We are all real sad about Dear Archie but we have known this day was coming for a long time. Every time the kids have left home the past three years they have told him “Goodbye” as if that was the last. So, we cannot bemoan his passing as much as we have to celebrate that he was an unusual assemblage of poodle protoplasm, that he lived longer than most poodles, that he was intimately involved in everything in the family through some of the most important years of this family life, that he managed to stay in tune and “on beat” with everything in the family every step of the way, that his protoplasmic programming kept him on course longer than is average for his breed, that he weathered the cataracts and the impaired hearing as if it was all in the days work, and that at the end when his life purpose had long since been fulfilled, his fighting heart was still struggling for yet another minute, another hour, or another day with LeRoy and his beloved family. The triumph of one protoplasm is a triumph for everything that lives, lest we forget… When you return, Archie’s corporal being will still be a part of 4903 DeRussey Parkway. And so it shall always remain as long as the living can still remember all the protoplasms that went before. Archie was a magnificent one. He knew the way and he stayed around until the poplar and the ash trees were turning to yellow and the maples and the dogwoods to red. Life is forever, lest we forget.

Forever and ever, forever, Murray “Dad”

—Dr.
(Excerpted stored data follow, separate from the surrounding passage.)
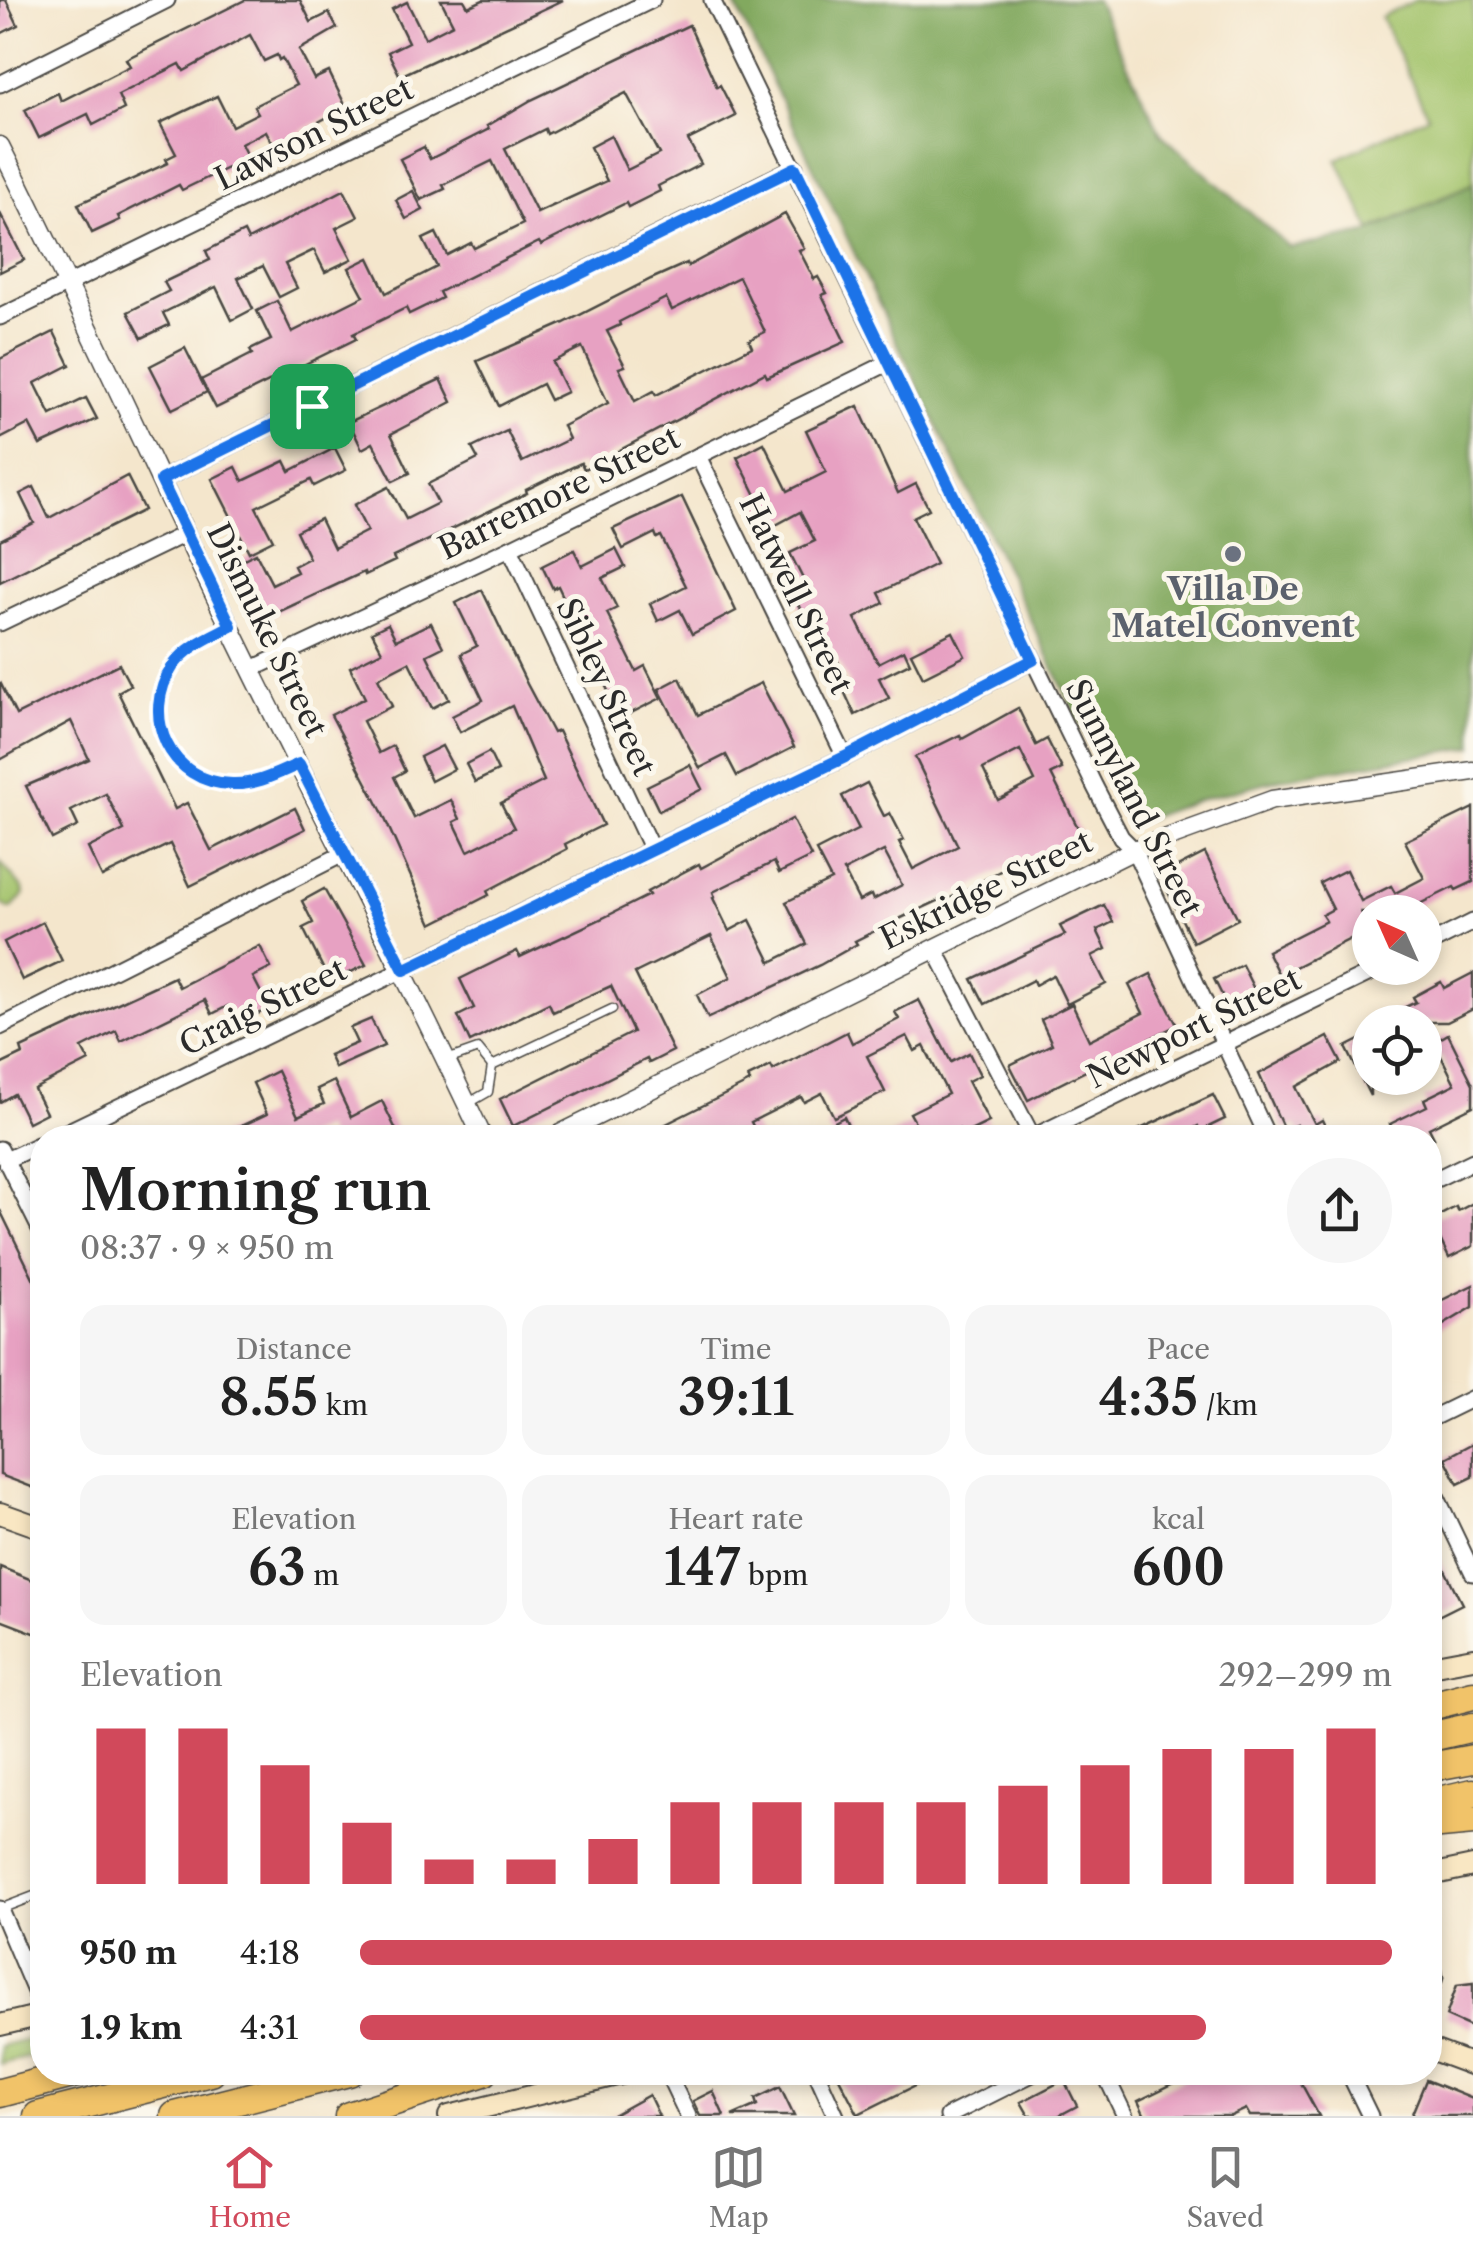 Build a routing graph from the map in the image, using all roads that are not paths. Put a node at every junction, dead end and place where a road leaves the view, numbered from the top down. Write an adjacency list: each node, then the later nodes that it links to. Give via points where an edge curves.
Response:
1 (167, 0): 4 (street)
2 (652, 0): 7 (street, Lawson Street)
3 (712, 0): 6 (street, Sunnyland Street)
4 (0, 84)
5 (0, 146): 7 (street, Dismuke Street)
6 (795, 168): 9 (street, Sunnyland Street); 11 (street)
7 (70, 284): 8 (street, Lawson Street); 11 (street, Dismuke Street)
8 (0, 318)
9 (888, 363): 10 (street, Barremore Street); 16 (street, Sunnyland Street)
10 (698, 456): 13 (street, Barremore Street); 18 (street, Hatwell Street)
11 (161, 480): 12 (street, Dismuke Street)
12 (186, 534): 14 (street); 15 (street, Dismuke Street)
13 (510, 548): 17 (street, Barremore Street); 21 (street, Sibley Street)
14 (0, 622)
15 (231, 626): 17 (street, Dismuke Street); 19 (lane, via 174,665 158,705 164,740 200,778 232,784 260,781)
16 (1033, 660): 18 (street, Craig Street); 22 (street, Sunnyland Street, via 1121,838)
17 (252, 669): 19 (street, Dismuke Street)
18 (845, 757): 21 (street, Craig Street)
19 (299, 764): 23 (street, Dismuke Street)
20 (1473, 772): 22 (street, Eskridge Street, via 1272,800)
21 (651, 848): 27 (street, Craig Street)
22 (1134, 850): 26 (street, Eskridge Street); 31 (street, Sunnyland Street)
23 (345, 853): 27 (street, Dismuke Street); 30 (street)
24 (1473, 922): 25 (street)
25 (1442, 938)
26 (936, 949): 37 (street, Eskridge Street); 38 (street)
27 (404, 970): 32 (street, Dismuke Street); 35 (street, Craig Street)
28 (1352, 982): 31 (street, Newport Street)
29 (612, 1009): 33 (lane)
30 (0, 1028)
31 (1224, 1044): 39 (street, Newport Street); 40 (street, Sunnyland Street)
32 (447, 1060): 33 (lane, via 478,1049); 34 (street, Dismuke Street)
33 (492, 1066): 34 (lane, via 488,1092)
34 (468, 1104): 36 (street, Dismuke Street)
35 (81, 1125)
36 (477, 1125)
37 (578, 1125)
38 (1026, 1125)
39 (1057, 1125)
40 (1262, 1125)
41 (30, 1147): 42 (street)
42 (3, 1155): 45 (street)
43 (1473, 1161): 44 (street)
44 (1442, 1176)
45 (30, 1208)
46 (1473, 1398): 47 (street)
47 (1442, 1413)
48 (1442, 1508): 51 (street)
49 (0, 1513): 50 (main road)
50 (30, 1524)
51 (1473, 1574)
52 (1473, 1658): 53 (main road)
53 (1442, 1664)
54 (1473, 1695): 55 (highway)
55 (1442, 1703)
56 (1473, 1728): 57 (highway)
57 (1442, 1734)
58 (1473, 1759): 59 (highway)
59 (1442, 1765)
60 (1473, 1793): 61 (highway)
61 (1442, 1800)
62 (1473, 1821): 63 (highway)
63 (1442, 1825)
64 (1473, 1866): 65 (main road)
65 (1442, 1872)
66 (30, 1898): 67 (lane)
67 (0, 1909): 68 (street)
68 (30, 1983)
69 (30, 2016): 70 (main road)
70 (0, 2025)
71 (1442, 2053): 72 (main road)
72 (1473, 2065)
73 (30, 2085): 83 (highway)
74 (160, 2085): 85 (highway)
75 (298, 2085): 86 (highway)
76 (444, 2085): 87 (highway)
77 (581, 2085): 84 (main road)
78 (673, 2085): 89 (street)
79 (822, 2085): 90 (street)
80 (1010, 2085): 91 (street)
81 (1110, 2085): 92 (street)
82 (1355, 2085): 93 (street)
83 (0, 2093)
84 (473, 2114): 88 (main road)
85 (38, 2116)
86 (175, 2116)
87 (349, 2116)
88 (449, 2116)
89 (688, 2116)
90 (836, 2116)
91 (948, 2116)
92 (1125, 2116)
93 (1370, 2116)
Bowen to Family, October 12, 1978

Dad… when you are feeling low, and when you have about decided that living is no longer worth the candle…, I hear you loud and clear. I still have a helluva lot of things I want to do before I “check in my chips” but I often doubt that I would want to spend 85 consecutive Summers and 84+ Winters when it is easier to “check in” than keep traveling. The main thing I want to communicate here is that I “hear you,” and above all else I respect your own decision about your life. I believe man does exercise some decision in such matters, and beyond that it is a matter of chance and good fortune. The main problem in “checking in one’s chips” is that it also involves “others” and “others” also have to do with the timing. The more one’s life is intergeared with others, the more others can help one to carry on, and the harder it becomes to make a decision independent of others. Picture “Little Put” Allison, pretty much alone and isolated from his family. It was relatively easy for him to permit his heart to “cave in” and to check in his chips early.

—Dr. Bowen to Family, December 17, 1971

Along the way my family of origin became more meaningful than ever before. Home was secure as long as my parents were there to maintain a home base. Home was as meaningful as it was in my childhood. Each trip home was another effort to know more and to further my effort to be an individual in my own right. I had tried for 20 years to deal with death and you know this was a meaningful way to deal with death, and not some crazy ruminations about death.

—Bowen, Murray. Big Brother Returns Home Again. Paper presented at Georgetown Family Center Symposium, October 9, 1982

Dr. Bowen at Pleasant Valley Cemetery, later know as Page Cemetery for Page Farm, 1969. Photographer unknown.